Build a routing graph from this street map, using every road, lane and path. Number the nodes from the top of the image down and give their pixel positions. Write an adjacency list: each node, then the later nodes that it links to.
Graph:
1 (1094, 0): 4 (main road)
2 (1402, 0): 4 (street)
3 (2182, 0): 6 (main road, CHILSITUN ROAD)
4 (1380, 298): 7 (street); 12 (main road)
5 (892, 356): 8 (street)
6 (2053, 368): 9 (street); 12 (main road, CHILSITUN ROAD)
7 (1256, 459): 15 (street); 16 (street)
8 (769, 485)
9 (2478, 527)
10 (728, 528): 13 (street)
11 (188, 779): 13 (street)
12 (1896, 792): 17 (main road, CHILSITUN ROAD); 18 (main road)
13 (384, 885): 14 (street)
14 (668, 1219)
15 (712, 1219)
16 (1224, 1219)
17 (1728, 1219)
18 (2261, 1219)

__What you will do__
Every entry above must appear again in the reply, exactly as it stands.

__Answer section__
Build a routing graph from this street map, using every road, lane and path. Number the nodes from the top of the image down and give their pixel positions. Write an adjacency list: each node, then the later nodes that it links to.
Graph:
1 (1094, 0): 4 (main road)
2 (1402, 0): 4 (street)
3 (2182, 0): 6 (main road, CHILSITUN ROAD)
4 (1380, 298): 7 (street); 12 (main road)
5 (892, 356): 8 (street)
6 (2053, 368): 9 (street); 12 (main road, CHILSITUN ROAD)
7 (1256, 459): 15 (street); 16 (street)
8 (769, 485)
9 (2478, 527)
10 (728, 528): 13 (street)
11 (188, 779): 13 (street)
12 (1896, 792): 17 (main road, CHILSITUN ROAD); 18 (main road)
13 (384, 885): 14 (street)
14 (668, 1219)
15 (712, 1219)
16 (1224, 1219)
17 (1728, 1219)
18 (2261, 1219)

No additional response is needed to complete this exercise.